■ Your objective ■
Scan the lines below for the word "Hauptdeich". Copy each line you find it in.

(Stored data entries)
-*-*-

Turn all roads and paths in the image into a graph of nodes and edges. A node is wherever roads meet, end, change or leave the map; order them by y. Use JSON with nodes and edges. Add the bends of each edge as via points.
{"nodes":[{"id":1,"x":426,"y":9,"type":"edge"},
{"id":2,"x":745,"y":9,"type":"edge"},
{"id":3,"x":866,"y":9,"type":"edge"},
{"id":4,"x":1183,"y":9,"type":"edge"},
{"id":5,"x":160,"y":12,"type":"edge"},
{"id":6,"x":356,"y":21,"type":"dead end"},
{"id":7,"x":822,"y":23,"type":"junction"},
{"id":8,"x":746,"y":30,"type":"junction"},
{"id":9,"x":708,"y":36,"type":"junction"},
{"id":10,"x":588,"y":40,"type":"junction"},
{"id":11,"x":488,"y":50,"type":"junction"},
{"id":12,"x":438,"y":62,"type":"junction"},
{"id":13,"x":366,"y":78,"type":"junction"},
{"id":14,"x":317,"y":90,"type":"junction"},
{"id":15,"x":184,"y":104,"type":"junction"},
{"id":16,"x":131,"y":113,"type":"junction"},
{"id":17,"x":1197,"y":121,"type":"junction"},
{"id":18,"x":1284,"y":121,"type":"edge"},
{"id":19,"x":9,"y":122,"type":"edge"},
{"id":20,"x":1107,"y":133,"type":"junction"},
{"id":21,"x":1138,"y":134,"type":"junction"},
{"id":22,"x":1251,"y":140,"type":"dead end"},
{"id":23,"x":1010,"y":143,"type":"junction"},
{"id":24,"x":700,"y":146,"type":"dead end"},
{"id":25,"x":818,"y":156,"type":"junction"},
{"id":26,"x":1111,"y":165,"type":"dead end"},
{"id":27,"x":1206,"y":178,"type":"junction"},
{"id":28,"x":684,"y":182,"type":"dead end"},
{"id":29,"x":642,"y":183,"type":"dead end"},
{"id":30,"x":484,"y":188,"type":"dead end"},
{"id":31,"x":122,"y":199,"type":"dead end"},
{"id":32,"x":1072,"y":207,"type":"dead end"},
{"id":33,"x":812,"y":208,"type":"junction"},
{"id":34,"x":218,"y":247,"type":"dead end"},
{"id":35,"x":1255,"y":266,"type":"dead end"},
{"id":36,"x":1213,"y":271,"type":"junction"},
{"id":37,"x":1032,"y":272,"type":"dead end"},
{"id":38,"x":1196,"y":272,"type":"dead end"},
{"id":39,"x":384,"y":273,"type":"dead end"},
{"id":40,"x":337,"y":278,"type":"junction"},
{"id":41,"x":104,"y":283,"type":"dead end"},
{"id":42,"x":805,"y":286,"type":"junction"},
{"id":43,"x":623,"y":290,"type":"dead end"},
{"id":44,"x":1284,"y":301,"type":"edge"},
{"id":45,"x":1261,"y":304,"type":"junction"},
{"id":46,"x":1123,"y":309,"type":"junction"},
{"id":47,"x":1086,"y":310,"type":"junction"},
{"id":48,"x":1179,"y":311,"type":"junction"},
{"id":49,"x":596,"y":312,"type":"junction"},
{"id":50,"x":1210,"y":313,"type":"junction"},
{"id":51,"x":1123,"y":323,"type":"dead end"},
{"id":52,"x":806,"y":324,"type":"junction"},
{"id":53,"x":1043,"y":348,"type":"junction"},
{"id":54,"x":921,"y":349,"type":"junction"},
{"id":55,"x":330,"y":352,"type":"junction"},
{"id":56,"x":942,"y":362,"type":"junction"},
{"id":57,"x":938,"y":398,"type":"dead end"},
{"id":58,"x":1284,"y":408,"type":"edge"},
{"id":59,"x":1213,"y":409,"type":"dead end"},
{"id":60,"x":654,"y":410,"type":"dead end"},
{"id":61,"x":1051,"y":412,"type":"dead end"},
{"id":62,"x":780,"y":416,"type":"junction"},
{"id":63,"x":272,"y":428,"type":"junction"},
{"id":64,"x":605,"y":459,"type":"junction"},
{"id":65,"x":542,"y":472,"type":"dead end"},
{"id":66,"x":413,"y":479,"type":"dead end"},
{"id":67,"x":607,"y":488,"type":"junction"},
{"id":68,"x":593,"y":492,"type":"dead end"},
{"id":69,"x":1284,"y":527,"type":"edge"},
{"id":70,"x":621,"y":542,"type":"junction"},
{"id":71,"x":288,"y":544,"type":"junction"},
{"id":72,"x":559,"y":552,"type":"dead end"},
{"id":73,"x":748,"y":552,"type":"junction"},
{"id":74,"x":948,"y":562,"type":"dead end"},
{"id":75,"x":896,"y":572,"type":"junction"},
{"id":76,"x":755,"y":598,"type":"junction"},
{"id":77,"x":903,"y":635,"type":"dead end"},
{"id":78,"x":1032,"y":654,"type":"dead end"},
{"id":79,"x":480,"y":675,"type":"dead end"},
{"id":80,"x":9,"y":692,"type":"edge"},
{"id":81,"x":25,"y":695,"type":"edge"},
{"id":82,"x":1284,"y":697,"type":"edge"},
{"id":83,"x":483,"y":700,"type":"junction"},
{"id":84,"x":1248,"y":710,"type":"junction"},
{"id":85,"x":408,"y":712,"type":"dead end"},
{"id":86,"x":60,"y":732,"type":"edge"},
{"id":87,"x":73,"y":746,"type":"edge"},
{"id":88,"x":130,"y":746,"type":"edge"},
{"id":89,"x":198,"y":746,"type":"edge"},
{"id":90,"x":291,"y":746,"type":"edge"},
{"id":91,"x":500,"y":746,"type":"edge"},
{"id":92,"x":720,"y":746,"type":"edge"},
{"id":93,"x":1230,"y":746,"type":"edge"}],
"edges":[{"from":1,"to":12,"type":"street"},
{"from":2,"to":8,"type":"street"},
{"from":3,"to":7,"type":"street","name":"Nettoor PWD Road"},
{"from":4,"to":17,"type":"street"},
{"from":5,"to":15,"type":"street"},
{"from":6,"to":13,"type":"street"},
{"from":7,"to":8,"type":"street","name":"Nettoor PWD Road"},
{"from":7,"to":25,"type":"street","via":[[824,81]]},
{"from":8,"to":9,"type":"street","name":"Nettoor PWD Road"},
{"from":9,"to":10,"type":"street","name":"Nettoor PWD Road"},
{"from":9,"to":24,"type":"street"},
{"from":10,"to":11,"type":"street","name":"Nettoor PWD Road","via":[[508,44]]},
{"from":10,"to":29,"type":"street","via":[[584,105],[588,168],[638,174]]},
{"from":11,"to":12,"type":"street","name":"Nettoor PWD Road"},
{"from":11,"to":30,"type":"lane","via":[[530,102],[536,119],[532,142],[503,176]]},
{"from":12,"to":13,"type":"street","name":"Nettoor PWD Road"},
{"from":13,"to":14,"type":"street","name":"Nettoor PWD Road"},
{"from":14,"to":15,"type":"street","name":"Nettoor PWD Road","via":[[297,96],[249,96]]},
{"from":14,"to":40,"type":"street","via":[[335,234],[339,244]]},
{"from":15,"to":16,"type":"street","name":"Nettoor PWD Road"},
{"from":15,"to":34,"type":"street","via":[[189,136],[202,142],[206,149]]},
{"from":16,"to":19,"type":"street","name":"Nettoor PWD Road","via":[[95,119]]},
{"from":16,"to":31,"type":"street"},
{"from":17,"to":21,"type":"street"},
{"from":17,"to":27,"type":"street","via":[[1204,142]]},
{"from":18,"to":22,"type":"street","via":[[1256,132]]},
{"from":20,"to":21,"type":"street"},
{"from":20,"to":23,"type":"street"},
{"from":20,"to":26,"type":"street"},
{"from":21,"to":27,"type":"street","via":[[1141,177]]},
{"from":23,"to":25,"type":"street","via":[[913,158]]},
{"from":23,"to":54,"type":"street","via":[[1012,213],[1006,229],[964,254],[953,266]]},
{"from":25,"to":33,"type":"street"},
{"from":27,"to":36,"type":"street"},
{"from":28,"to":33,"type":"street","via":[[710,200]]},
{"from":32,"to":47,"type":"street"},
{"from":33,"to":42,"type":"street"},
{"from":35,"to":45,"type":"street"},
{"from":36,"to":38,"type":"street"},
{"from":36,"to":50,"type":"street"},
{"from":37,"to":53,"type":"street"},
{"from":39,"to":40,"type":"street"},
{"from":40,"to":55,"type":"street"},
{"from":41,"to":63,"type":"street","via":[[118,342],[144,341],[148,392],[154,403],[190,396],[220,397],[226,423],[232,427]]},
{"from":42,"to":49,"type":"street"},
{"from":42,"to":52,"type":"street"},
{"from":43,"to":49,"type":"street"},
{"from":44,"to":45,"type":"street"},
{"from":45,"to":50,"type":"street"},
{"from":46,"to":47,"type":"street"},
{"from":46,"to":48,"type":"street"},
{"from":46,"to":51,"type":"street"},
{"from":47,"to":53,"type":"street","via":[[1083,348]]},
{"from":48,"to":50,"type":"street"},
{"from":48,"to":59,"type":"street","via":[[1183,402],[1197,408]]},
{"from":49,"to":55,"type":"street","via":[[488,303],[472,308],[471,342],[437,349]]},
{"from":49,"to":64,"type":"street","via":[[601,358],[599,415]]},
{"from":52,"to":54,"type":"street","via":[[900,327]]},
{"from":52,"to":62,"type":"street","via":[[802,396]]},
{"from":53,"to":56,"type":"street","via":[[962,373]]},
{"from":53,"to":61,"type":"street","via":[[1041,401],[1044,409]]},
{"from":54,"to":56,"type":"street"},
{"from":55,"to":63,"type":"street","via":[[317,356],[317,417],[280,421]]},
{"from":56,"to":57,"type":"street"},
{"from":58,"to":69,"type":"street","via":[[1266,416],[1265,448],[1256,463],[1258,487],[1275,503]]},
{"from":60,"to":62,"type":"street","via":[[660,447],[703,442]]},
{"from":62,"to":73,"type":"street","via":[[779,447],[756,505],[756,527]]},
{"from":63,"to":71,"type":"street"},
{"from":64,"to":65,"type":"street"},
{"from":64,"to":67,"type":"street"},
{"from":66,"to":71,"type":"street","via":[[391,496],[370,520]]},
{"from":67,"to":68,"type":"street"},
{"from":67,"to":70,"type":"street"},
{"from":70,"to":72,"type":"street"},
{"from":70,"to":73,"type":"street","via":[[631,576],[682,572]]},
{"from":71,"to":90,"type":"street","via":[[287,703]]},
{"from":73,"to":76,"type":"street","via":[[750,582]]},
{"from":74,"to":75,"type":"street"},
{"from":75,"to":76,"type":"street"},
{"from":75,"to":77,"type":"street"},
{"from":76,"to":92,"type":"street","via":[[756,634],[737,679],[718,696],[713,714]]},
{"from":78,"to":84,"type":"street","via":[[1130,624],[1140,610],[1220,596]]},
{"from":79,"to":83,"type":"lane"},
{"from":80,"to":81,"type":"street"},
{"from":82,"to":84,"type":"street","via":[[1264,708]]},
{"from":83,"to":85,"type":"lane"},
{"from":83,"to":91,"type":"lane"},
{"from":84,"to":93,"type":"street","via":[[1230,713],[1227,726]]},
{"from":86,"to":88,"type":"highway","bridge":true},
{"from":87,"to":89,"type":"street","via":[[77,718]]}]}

-*-*-

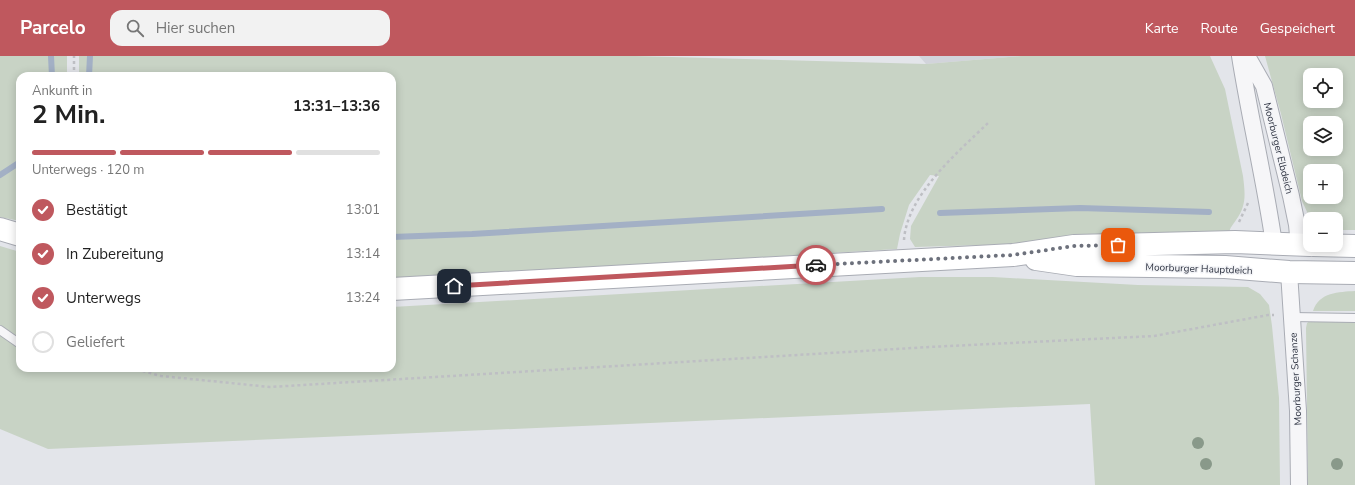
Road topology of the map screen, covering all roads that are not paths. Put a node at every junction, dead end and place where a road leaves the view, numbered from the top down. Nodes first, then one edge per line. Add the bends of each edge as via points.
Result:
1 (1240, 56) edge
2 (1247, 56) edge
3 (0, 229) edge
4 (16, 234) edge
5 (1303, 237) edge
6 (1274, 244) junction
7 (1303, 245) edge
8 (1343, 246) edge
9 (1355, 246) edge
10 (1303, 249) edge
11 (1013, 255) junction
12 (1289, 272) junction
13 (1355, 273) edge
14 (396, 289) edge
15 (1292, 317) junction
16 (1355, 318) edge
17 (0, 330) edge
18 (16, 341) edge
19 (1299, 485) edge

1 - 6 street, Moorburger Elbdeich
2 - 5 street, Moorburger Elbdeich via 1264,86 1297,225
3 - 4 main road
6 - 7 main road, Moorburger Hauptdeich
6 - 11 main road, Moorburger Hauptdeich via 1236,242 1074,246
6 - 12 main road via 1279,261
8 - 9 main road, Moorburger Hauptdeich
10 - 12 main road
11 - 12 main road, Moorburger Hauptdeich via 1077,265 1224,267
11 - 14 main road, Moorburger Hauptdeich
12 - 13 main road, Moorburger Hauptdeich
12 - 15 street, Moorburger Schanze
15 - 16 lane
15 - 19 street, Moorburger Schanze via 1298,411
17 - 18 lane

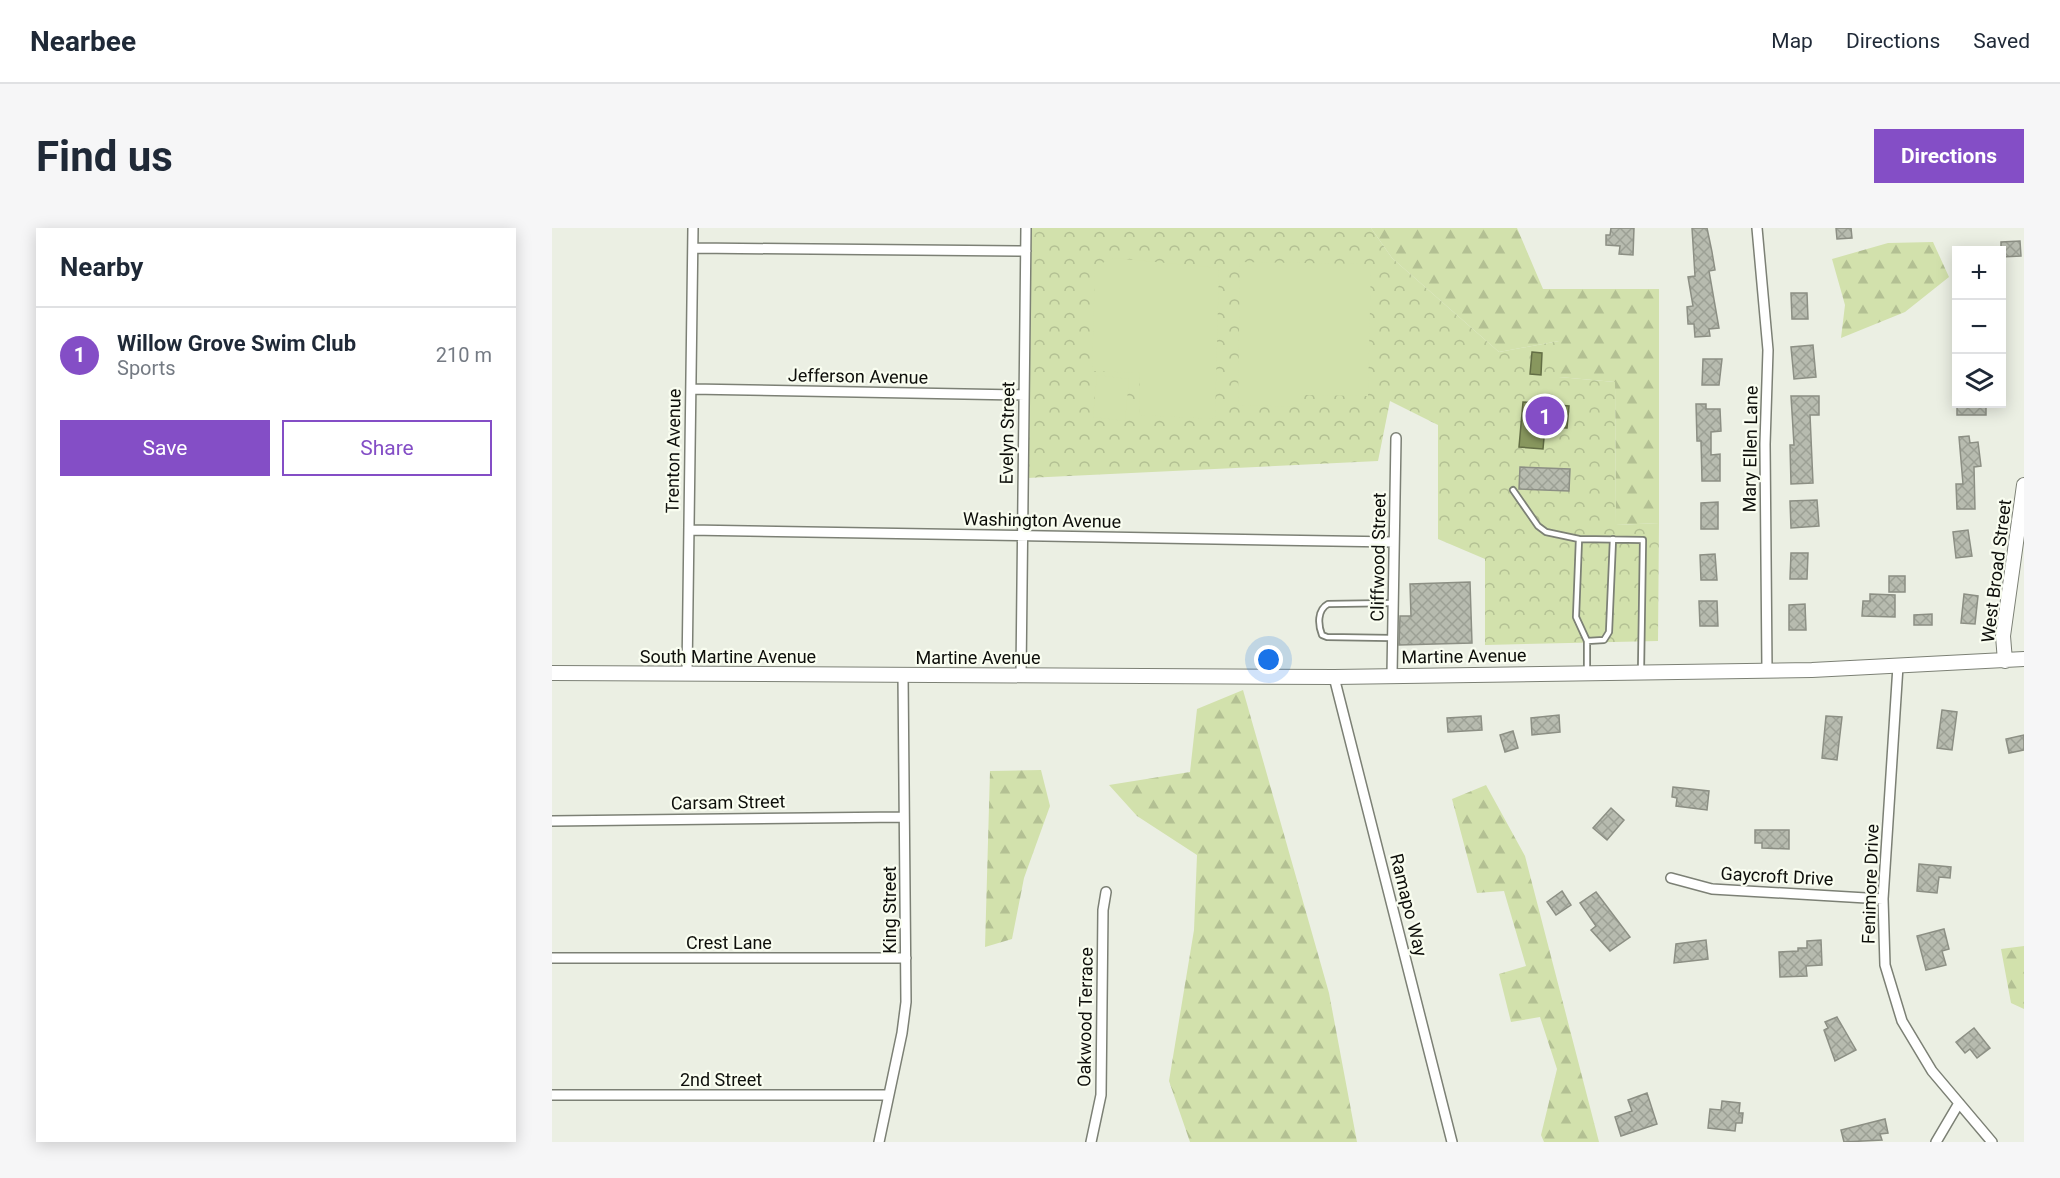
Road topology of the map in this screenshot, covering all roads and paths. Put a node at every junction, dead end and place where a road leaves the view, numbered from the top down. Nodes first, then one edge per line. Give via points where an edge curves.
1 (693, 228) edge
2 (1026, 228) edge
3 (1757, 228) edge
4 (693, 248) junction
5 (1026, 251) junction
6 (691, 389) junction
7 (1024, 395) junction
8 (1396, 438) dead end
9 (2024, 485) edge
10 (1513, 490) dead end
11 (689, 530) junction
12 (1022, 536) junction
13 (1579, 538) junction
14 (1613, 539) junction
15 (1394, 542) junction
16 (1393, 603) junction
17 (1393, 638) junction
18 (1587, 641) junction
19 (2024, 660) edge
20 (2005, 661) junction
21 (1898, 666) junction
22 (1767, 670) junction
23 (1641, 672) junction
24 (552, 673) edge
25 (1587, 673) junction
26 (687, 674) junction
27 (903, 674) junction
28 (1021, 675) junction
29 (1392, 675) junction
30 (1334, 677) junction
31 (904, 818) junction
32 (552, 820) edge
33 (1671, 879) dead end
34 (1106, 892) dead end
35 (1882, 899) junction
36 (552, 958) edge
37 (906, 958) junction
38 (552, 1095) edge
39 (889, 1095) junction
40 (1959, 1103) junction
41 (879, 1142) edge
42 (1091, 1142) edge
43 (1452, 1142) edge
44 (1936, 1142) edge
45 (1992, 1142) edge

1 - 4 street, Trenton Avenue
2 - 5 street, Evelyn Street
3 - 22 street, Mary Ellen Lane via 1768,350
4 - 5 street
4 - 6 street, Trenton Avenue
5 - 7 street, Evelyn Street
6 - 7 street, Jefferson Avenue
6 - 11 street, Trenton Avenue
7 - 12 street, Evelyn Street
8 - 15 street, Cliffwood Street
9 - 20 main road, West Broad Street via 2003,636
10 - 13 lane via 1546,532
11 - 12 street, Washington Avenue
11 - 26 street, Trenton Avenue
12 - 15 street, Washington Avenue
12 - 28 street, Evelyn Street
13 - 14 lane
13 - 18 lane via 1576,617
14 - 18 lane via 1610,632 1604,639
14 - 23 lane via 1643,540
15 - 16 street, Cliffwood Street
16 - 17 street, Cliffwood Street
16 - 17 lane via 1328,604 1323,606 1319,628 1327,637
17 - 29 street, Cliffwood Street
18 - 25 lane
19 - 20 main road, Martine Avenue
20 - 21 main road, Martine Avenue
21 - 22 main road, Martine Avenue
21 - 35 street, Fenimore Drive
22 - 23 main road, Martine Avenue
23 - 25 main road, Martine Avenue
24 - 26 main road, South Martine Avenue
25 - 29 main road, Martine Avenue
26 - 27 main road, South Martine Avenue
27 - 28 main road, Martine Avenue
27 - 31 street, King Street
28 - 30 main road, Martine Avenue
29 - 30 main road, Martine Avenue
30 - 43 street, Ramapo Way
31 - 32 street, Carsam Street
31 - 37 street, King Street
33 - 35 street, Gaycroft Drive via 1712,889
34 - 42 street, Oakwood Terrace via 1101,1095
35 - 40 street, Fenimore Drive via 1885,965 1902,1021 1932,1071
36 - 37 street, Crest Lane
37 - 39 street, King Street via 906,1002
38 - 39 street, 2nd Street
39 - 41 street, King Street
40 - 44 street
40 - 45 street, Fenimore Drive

-*-*-

■ Answer to this exercise ■
6 - 7 main road, Moorburger Hauptdeich
6 - 11 main road, Moorburger Hauptdeich via 1236,242 1074,246
8 - 9 main road, Moorburger Hauptdeich
11 - 12 main road, Moorburger Hauptdeich via 1077,265 1224,267
11 - 14 main road, Moorburger Hauptdeich
12 - 13 main road, Moorburger Hauptdeich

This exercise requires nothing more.